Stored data
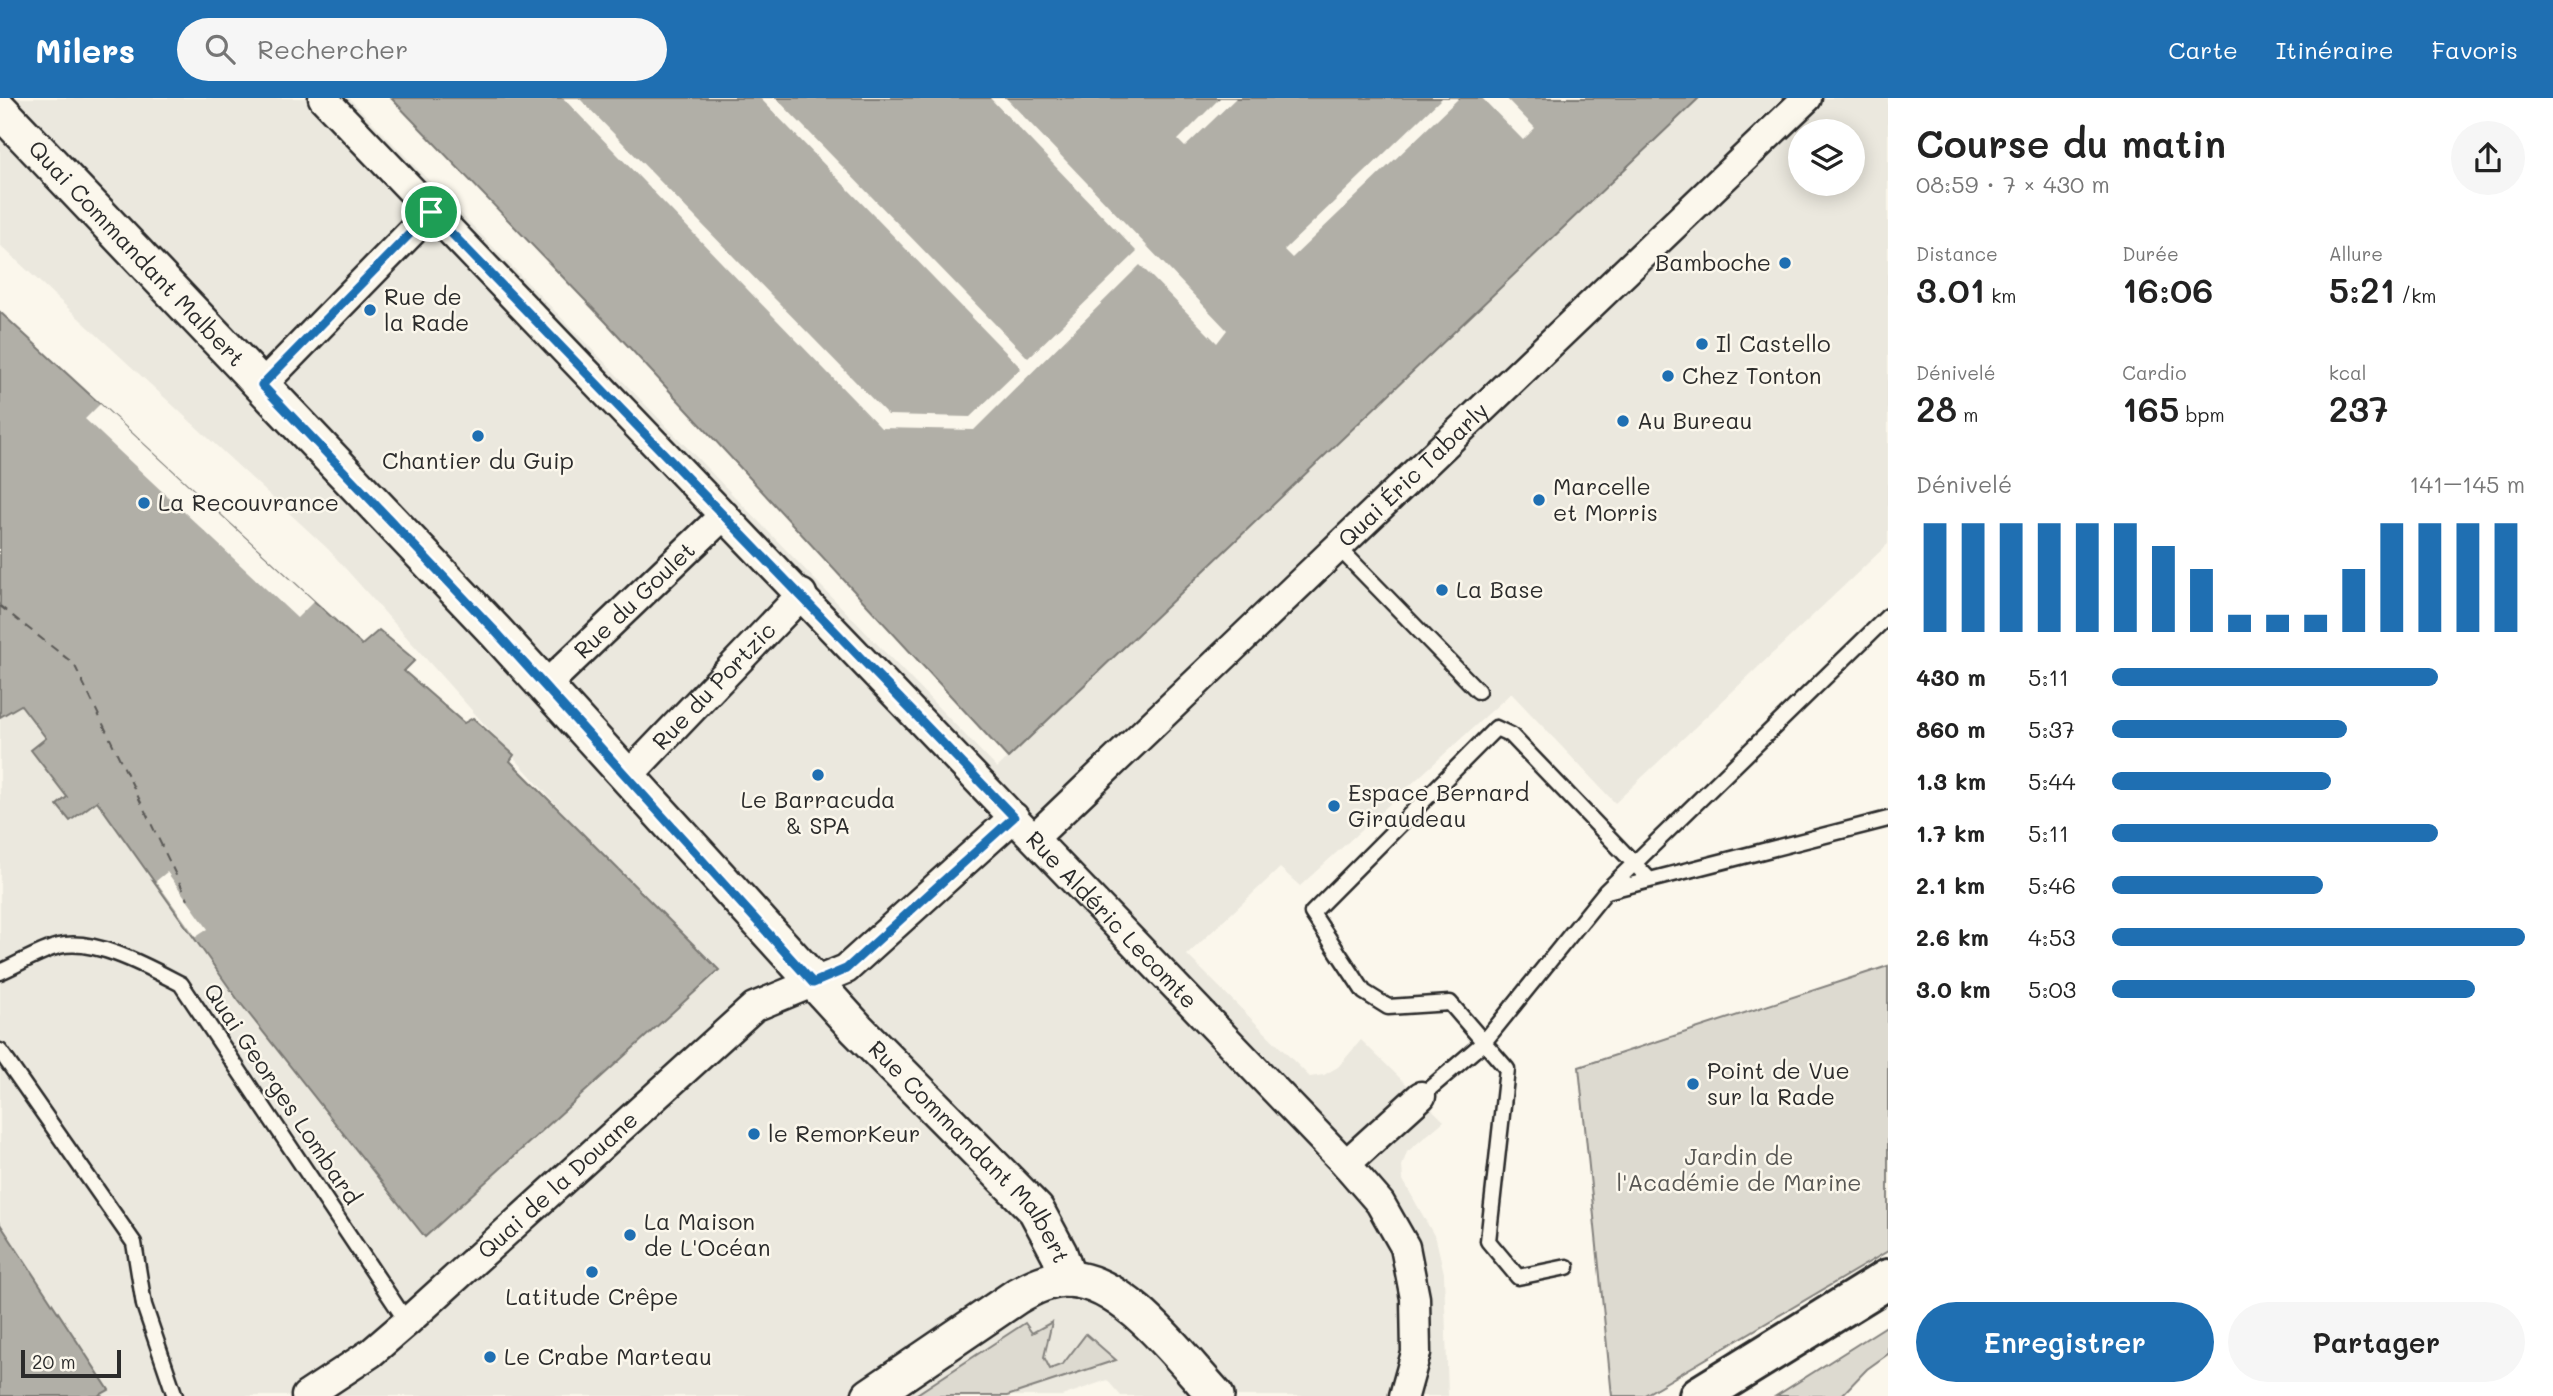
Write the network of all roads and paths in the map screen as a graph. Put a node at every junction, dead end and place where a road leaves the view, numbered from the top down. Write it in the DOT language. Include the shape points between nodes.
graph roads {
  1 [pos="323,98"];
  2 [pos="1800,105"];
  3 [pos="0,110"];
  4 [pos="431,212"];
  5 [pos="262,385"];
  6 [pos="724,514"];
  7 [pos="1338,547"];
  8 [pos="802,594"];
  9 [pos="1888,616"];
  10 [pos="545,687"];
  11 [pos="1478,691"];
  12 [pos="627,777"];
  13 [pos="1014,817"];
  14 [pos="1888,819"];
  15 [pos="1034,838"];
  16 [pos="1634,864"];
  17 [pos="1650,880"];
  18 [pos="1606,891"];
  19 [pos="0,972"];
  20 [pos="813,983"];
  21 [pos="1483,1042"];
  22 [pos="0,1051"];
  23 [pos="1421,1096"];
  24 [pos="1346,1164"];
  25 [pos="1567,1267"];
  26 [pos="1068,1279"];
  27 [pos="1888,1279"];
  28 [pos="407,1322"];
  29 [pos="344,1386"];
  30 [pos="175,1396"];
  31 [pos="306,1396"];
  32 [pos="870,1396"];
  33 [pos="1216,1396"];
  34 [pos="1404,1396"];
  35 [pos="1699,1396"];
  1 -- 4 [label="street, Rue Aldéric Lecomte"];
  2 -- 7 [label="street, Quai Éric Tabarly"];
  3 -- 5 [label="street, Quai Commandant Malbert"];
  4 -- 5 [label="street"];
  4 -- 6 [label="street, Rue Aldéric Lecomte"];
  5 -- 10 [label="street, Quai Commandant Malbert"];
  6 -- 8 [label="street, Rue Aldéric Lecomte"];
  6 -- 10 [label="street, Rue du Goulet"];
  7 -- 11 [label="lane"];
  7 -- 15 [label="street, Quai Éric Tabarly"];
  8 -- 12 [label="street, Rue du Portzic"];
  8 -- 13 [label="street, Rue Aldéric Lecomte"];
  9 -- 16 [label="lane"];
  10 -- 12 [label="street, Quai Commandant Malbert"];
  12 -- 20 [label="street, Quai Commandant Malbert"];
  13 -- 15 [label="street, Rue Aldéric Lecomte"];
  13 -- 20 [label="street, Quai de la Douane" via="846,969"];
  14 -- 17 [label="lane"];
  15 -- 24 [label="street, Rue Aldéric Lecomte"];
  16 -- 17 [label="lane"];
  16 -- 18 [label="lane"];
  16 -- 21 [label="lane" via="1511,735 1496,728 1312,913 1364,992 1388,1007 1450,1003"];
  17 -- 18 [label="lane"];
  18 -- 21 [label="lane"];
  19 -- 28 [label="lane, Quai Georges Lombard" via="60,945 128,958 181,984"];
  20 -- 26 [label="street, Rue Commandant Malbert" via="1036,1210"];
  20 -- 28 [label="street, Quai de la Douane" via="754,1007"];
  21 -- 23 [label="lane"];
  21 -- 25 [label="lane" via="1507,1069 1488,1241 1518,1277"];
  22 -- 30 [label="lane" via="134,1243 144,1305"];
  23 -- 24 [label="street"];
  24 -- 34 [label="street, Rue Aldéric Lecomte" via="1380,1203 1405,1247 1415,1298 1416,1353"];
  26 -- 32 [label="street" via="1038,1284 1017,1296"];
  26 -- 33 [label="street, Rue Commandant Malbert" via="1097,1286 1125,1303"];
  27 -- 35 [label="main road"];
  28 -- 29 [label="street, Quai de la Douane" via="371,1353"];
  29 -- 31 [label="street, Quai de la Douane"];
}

▶ **Task goal**: Pictures are to be left out; the records above must be repeated word for word.

▶ **Expected answer**:
Write the network of all roads and paths in the map screen as a graph. Put a node at every junction, dead end and place where a road leaves the view, numbered from the top down. Write it in the DOT language. Include the shape points between nodes.
graph roads {
  1 [pos="323,98"];
  2 [pos="1800,105"];
  3 [pos="0,110"];
  4 [pos="431,212"];
  5 [pos="262,385"];
  6 [pos="724,514"];
  7 [pos="1338,547"];
  8 [pos="802,594"];
  9 [pos="1888,616"];
  10 [pos="545,687"];
  11 [pos="1478,691"];
  12 [pos="627,777"];
  13 [pos="1014,817"];
  14 [pos="1888,819"];
  15 [pos="1034,838"];
  16 [pos="1634,864"];
  17 [pos="1650,880"];
  18 [pos="1606,891"];
  19 [pos="0,972"];
  20 [pos="813,983"];
  21 [pos="1483,1042"];
  22 [pos="0,1051"];
  23 [pos="1421,1096"];
  24 [pos="1346,1164"];
  25 [pos="1567,1267"];
  26 [pos="1068,1279"];
  27 [pos="1888,1279"];
  28 [pos="407,1322"];
  29 [pos="344,1386"];
  30 [pos="175,1396"];
  31 [pos="306,1396"];
  32 [pos="870,1396"];
  33 [pos="1216,1396"];
  34 [pos="1404,1396"];
  35 [pos="1699,1396"];
  1 -- 4 [label="street, Rue Aldéric Lecomte"];
  2 -- 7 [label="street, Quai Éric Tabarly"];
  3 -- 5 [label="street, Quai Commandant Malbert"];
  4 -- 5 [label="street"];
  4 -- 6 [label="street, Rue Aldéric Lecomte"];
  5 -- 10 [label="street, Quai Commandant Malbert"];
  6 -- 8 [label="street, Rue Aldéric Lecomte"];
  6 -- 10 [label="street, Rue du Goulet"];
  7 -- 11 [label="lane"];
  7 -- 15 [label="street, Quai Éric Tabarly"];
  8 -- 12 [label="street, Rue du Portzic"];
  8 -- 13 [label="street, Rue Aldéric Lecomte"];
  9 -- 16 [label="lane"];
  10 -- 12 [label="street, Quai Commandant Malbert"];
  12 -- 20 [label="street, Quai Commandant Malbert"];
  13 -- 15 [label="street, Rue Aldéric Lecomte"];
  13 -- 20 [label="street, Quai de la Douane" via="846,969"];
  14 -- 17 [label="lane"];
  15 -- 24 [label="street, Rue Aldéric Lecomte"];
  16 -- 17 [label="lane"];
  16 -- 18 [label="lane"];
  16 -- 21 [label="lane" via="1511,735 1496,728 1312,913 1364,992 1388,1007 1450,1003"];
  17 -- 18 [label="lane"];
  18 -- 21 [label="lane"];
  19 -- 28 [label="lane, Quai Georges Lombard" via="60,945 128,958 181,984"];
  20 -- 26 [label="street, Rue Commandant Malbert" via="1036,1210"];
  20 -- 28 [label="street, Quai de la Douane" via="754,1007"];
  21 -- 23 [label="lane"];
  21 -- 25 [label="lane" via="1507,1069 1488,1241 1518,1277"];
  22 -- 30 [label="lane" via="134,1243 144,1305"];
  23 -- 24 [label="street"];
  24 -- 34 [label="street, Rue Aldéric Lecomte" via="1380,1203 1405,1247 1415,1298 1416,1353"];
  26 -- 32 [label="street" via="1038,1284 1017,1296"];
  26 -- 33 [label="street, Rue Commandant Malbert" via="1097,1286 1125,1303"];
  27 -- 35 [label="main road"];
  28 -- 29 [label="street, Quai de la Douane" via="371,1353"];
  29 -- 31 [label="street, Quai de la Douane"];
}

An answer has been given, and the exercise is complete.